→ Problem description: Identify each line in the records below that contains the word "امیرارسلان", and copy it.

→ Provided entries:
▬▬▬
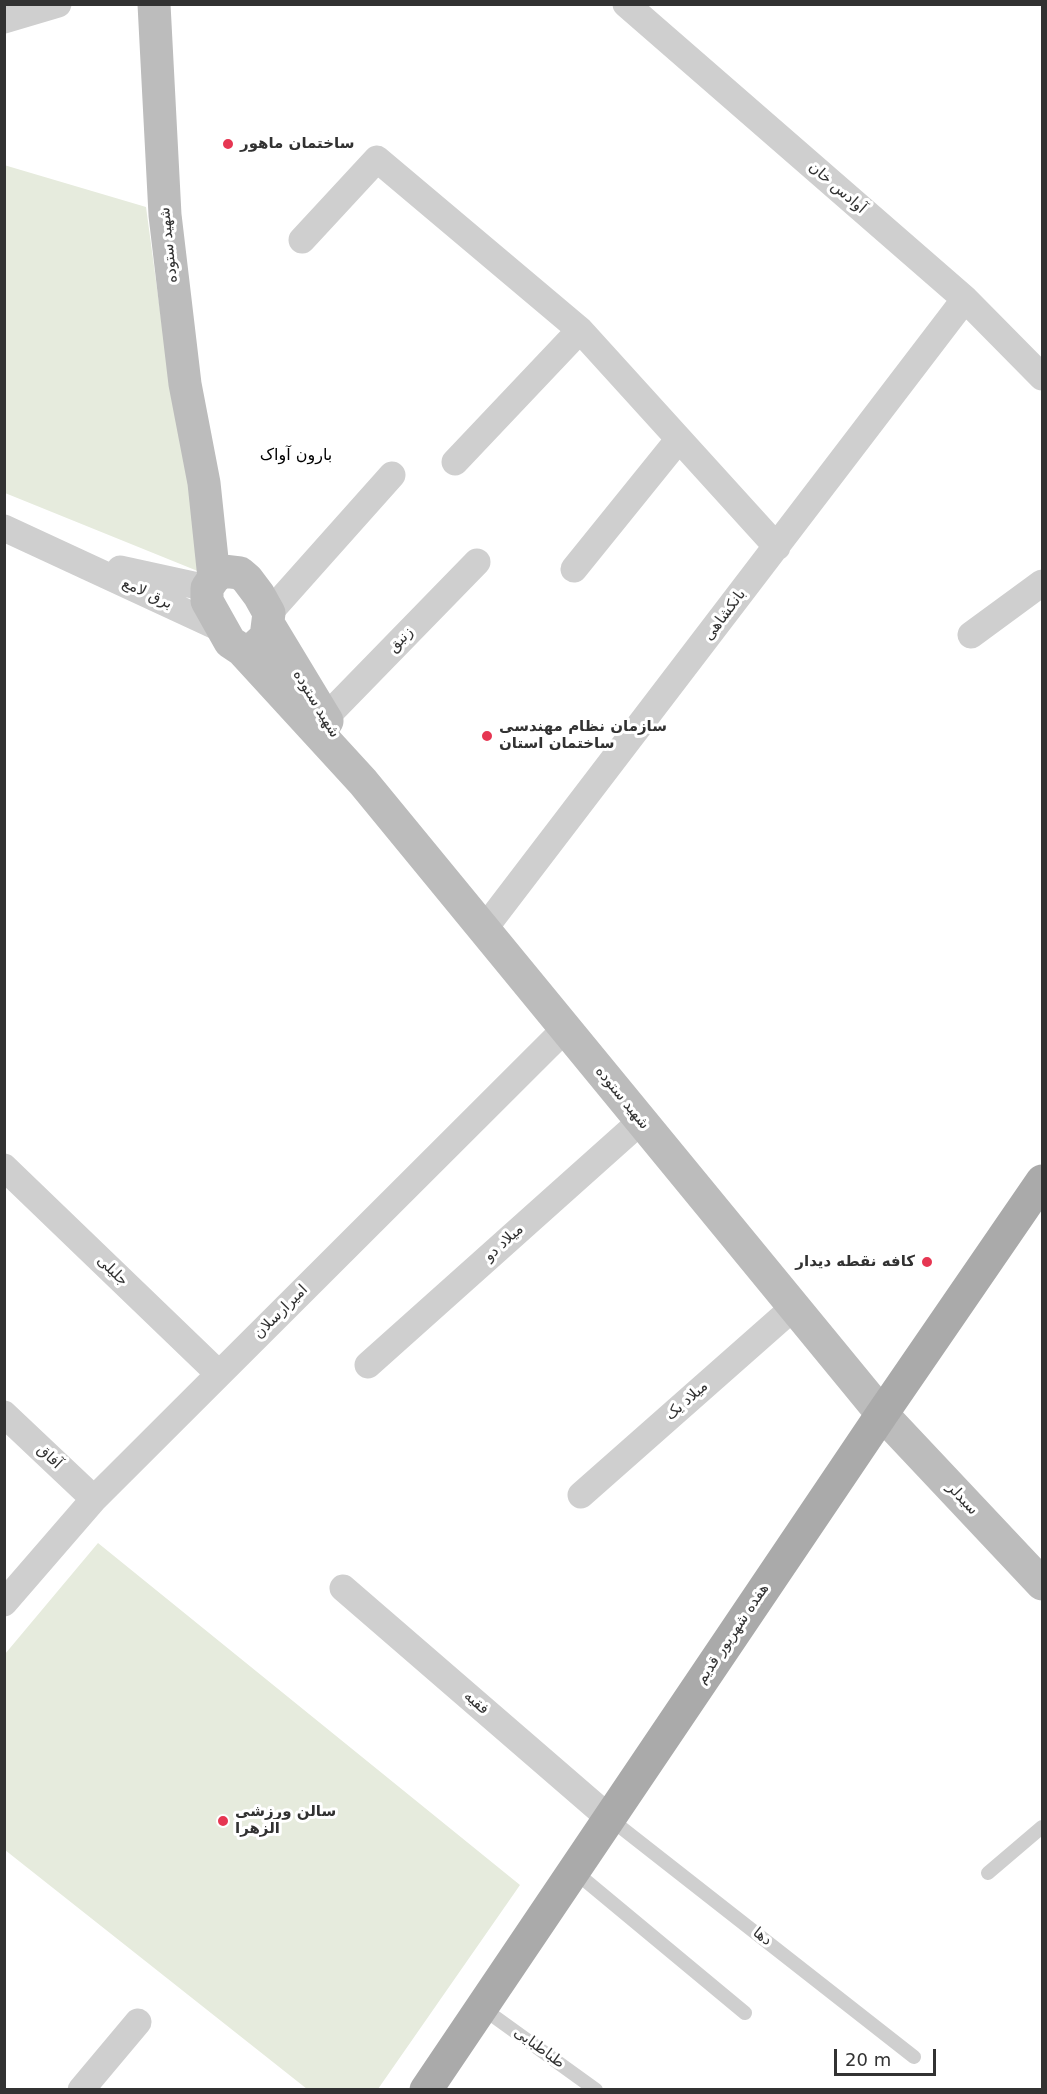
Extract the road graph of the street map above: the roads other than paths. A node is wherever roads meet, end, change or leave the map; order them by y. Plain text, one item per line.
1 (58, 4) edge
2 (154, 4) edge
3 (626, 4) edge
4 (4, 20) edge
5 (302, 240) dead end
6 (965, 299) junction
7 (580, 330) junction
8 (1042, 377) edge
9 (679, 440) junction
10 (455, 462) dead end
11 (392, 475) dead end
12 (204, 483) junction
13 (4, 528) edge
14 (777, 547) junction
15 (72, 558) junction
16 (477, 562) dead end
17 (574, 569) dead end
18 (247, 579) junction
19 (211, 583) junction
20 (1042, 583) edge
21 (269, 619) junction
22 (971, 635) dead end
23 (232, 639) junction
24 (325, 718) junction
25 (363, 782) junction
26 (484, 929) junction
27 (565, 1029) junction
28 (641, 1121) junction
29 (4, 1167) edge
30 (1042, 1181) edge
31 (794, 1307) junction
32 (368, 1365) dead end
33 (219, 1374) junction
34 (4, 1414) edge
35 (882, 1414) junction
36 (581, 1495) dead end
37 (94, 1499) junction
38 (1042, 1584) edge
39 (343, 1588) dead end
40 (4, 1603) edge
41 (609, 1818) junction
42 (1042, 1827) edge
43 (574, 1871) junction
44 (988, 1873) dead end
45 (481, 2007) junction
46 (745, 2013) dead end
47 (138, 2022) dead end
48 (914, 2057) dead end
49 (81, 2090) edge
50 (426, 2090) edge
51 (596, 2090) edge

1 - 4 street
2 - 12 main road, شهید ستوده
3 - 6 street, آوادس خان
5 - 7 street
6 - 8 street, آوادس خان
6 - 14 street, بانکشاهی
7 - 9 street
7 - 10 street
9 - 14 street
9 - 17 street
11 - 21 street
12 - 18 main road, شهید ستوده
12 - 19 main road, شهید ستوده
13 - 15 street, برق لامع
14 - 26 street, بانکشاهی
15 - 19 street, برق لامع
15 - 23 street, برق لامع
16 - 24 street, زنبق
18 - 19 main road
18 - 21 main road
19 - 23 main road
20 - 22 street
21 - 23 main road
21 - 24 main road, شهید ستوده
23 - 25 main road, شهید ستوده
24 - 25 main road, شهید ستوده
25 - 26 main road, شهید ستوده
26 - 27 main road, شهید ستوده
27 - 28 main road, شهید ستوده
27 - 33 street, امیرارسلان
28 - 31 main road, شهید ستوده
28 - 32 street, میلاد دو
29 - 33 street, جلیلی
30 - 35 main road, هفده شهریور قدیم
31 - 35 main road, شهید ستوده
31 - 36 street, میلاد یک
33 - 37 street, امیرارسلان
34 - 37 street, آفاق
35 - 38 main road, سیدلر
35 - 41 main road, هفده شهریور قدیم
37 - 40 street, امیرارسلان
39 - 41 street, فقیه
41 - 43 main road, هفده شهریور قدیم
41 - 48 lane, دها
42 - 44 lane
43 - 45 main road, هفده شهریور قدیم
43 - 46 lane
45 - 50 main road, هفده شهریور قدیم
45 - 51 lane, طباطبایی
47 - 49 street

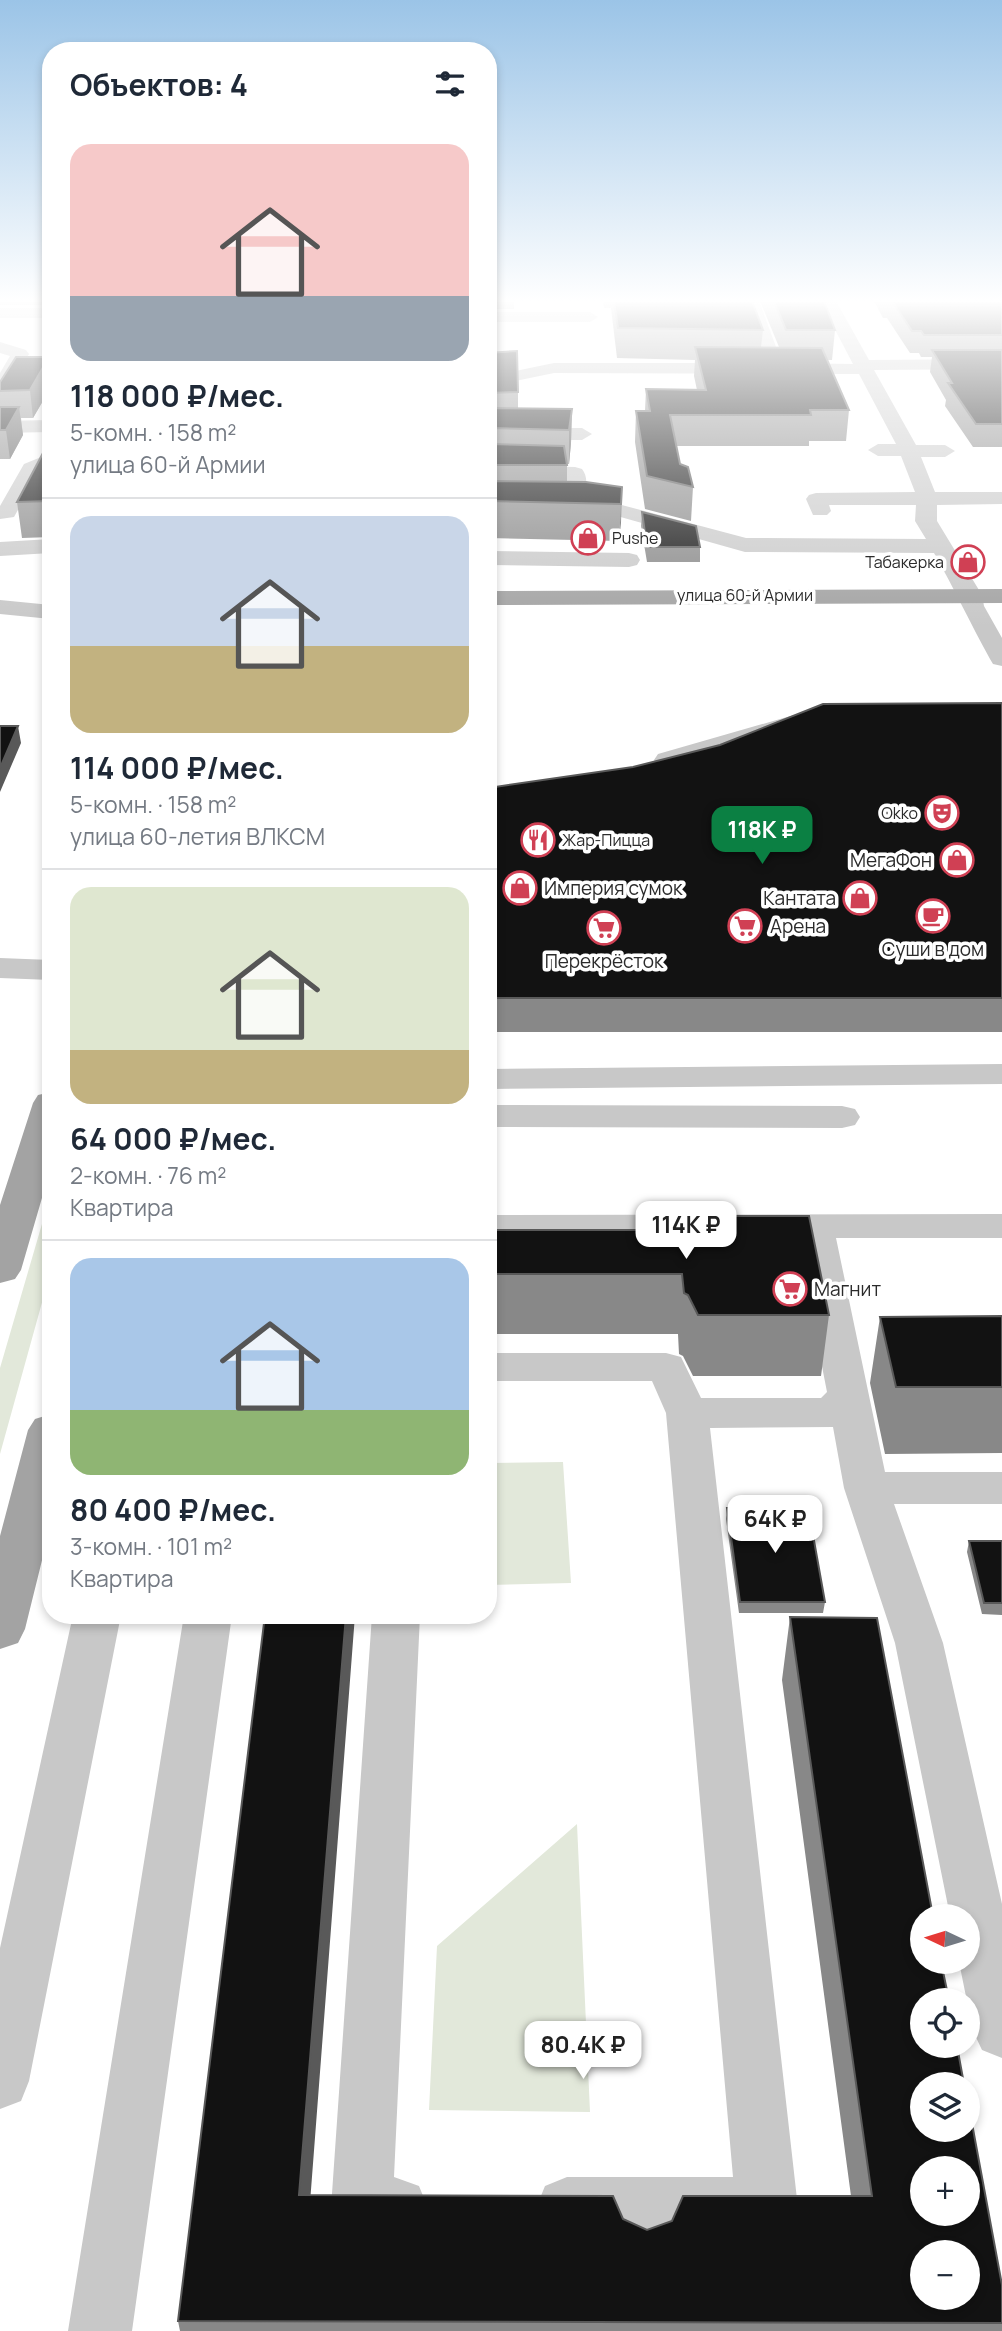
▬▬▬
→ Solution to the problem:
27 - 33 street, امیرارسلان
33 - 37 street, امیرارسلان
37 - 40 street, امیرارسلان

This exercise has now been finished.